Negli ultimi cinquant’anni il rapporto tra il prezzo dell’oro e l’indice dei prezzi al consumo ha oscillato vistosamente, da un minimo di 1 ad un massimo di 8,4, secondo un’analisi del Wall Street Journal
Solo se valutato per un periodo di almeno un secolo, l’oro mantiene il suo potere d’acquisto e riconquista il suo status di bene rifugio
Nel suo libro Oro, Salvatore Rossi, ex direttore generale della Banca d’Italia, riporta un racconto dello scrittore di fantascienza e astronomo inglese Fred Hoyle.
La novella Elemento 79 – che dà il nome anche all’antologia della quale è parte – narra un episodio fantastico. A causa di un raro evento cosmologico, un immenso asteroide sta per cadere sulla Scozia. Tra spiegazioni pseudo-scientifiche e reazioni politico-economiche dei governi, la narrazione si concentra su come il governo inglese sia riuscito nell’impresa di salvataggio: spendere l’oro gradualmente così da consentire ai suoi cittadini una vita senza lavoro e dedicata al cricket.

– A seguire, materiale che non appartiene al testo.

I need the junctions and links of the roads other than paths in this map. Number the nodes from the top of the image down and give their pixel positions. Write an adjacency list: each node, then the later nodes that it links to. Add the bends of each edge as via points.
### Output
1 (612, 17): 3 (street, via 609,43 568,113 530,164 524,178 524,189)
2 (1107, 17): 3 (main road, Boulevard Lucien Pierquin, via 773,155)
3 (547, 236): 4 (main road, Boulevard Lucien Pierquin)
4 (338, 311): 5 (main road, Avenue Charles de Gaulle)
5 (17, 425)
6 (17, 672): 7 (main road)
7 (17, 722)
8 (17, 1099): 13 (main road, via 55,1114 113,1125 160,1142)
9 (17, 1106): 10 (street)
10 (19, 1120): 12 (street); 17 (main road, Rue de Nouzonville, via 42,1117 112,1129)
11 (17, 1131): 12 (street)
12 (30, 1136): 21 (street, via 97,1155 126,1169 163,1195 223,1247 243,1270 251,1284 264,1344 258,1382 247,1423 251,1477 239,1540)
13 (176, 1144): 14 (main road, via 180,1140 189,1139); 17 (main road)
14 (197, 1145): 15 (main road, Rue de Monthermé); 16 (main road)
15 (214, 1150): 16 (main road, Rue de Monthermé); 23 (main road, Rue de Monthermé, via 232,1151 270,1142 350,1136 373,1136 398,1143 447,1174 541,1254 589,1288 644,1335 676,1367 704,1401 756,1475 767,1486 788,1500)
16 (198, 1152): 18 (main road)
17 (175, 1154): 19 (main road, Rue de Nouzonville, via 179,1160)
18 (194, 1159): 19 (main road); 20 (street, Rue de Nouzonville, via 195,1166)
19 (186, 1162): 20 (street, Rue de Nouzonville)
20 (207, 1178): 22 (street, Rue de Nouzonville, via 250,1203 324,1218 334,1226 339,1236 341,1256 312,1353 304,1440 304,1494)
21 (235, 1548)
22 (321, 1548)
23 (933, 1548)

Il racconto è surreale, ma il senso non lo è. L’arrivo inaspettato e l’utilizzo di un’ingente quantità d’oro rischierebbe di generare un crollo del prezzo del prezioso minerale, riducendone il valore a quello di un metallo comune.
Ed è proprio questa caratteristica – il fatto che sia presente in quantità limitata sulla Terra – ad averne fatto un bene rifugio. Non a caso è considerato da molti investitori una riserva di valore, capace di offrire anche una copertura contro l’inflazione.
Questa convinzione però comincia da qualche tempo a mostrare delle crepe. Se la protezione fosse efficace, infatti, il rapporto tra il suo prezzo e l’indice dei prezzi al consumo dovrebbe restare costante. Al contrario, secondo un’analisi effettuata dal Wall Street Journal, negli ultimi cinquant’anni il rapporto ha oscillato vistosamente, da un minimo di 1 ad un massimo di 8,4.
Queste oscillazioni dimostrano che la capacità del metallo giallo di proteggere dalla perdita del potere d’acquisto non è ottimale.
Sarebbe quindi più opportuno considerarlo uno dei tanti strumenti all’interno del portafoglio che può bilanciare l’andamento di azioni e obbligazioni, contribuendo alla diversificazione dei rischi.
D’altra parte negli ultimi 50 anni, l’oro non è nemmeno stato particolarmente redditizio rispetto ad altre classi di attivo: ha avuto un rendimento annualizzato dell’8,2 per cento, mentre lo S&P 500 dell’11,2. La crescita del suo prezzo ha avuto un boom negli anni settanta, dopo la decisione del presidente degli Stati Uniti Richard Nixon di sospendere la possibilità di convertire i dollari in oro. Se si guarda al rendimento degli ultimi quarant’anni, l’oro è invece salito a un tasso annualizzato del 3,6 per cento.
Solo se valutato per un periodo di almeno un secolo, il metallo prezioso mantiene il suo potere d’acquisto e riconquista il suo status di bene rifugio, secondo la ricerca Gold, the Golden Constant, and Déjà Vu, coordinata dal professore di finanza alla Fuqua School of Business della Duke University Campbell Harvey.
Anche la crescita del prezzo dell’oro dall’inizio del 2020 in seguito all’esplosione della pandemia da covid-19 è stata soggetta a un’importante fluttuazione. Se si guarda al marzo 2020, l’oro ha perso circa il 10 per cento del suo valore, prima di risalire nei mesi successivi. Mentre le azioni delle miniere d’oro, come riporta la ricerca, sono calate del 39 per cento, a fronte del -34 per cento dello S&P 500.
Quali saranno le strade che percorrerà l’oro nei prossimi mesi?
Quello che è certo è che all’orizzonte da poco più di dieci anni c’è un potenziale concorrente. Il Bitcoin inizia a essere confrontato da alcuni analisti con il nobile metallo che oggi vale 1.750 dollari per oncia: sono strumenti utili a diversificare il portafoglio. Entrambi sono caratterizzati da un’offerta limitata, su cui si fonda l’ipotesi di fungere da riserva di valore. E c’è chi scommette che le criptovalute possano essere più efficaci anche nella protezione contro il rischio inflattivo.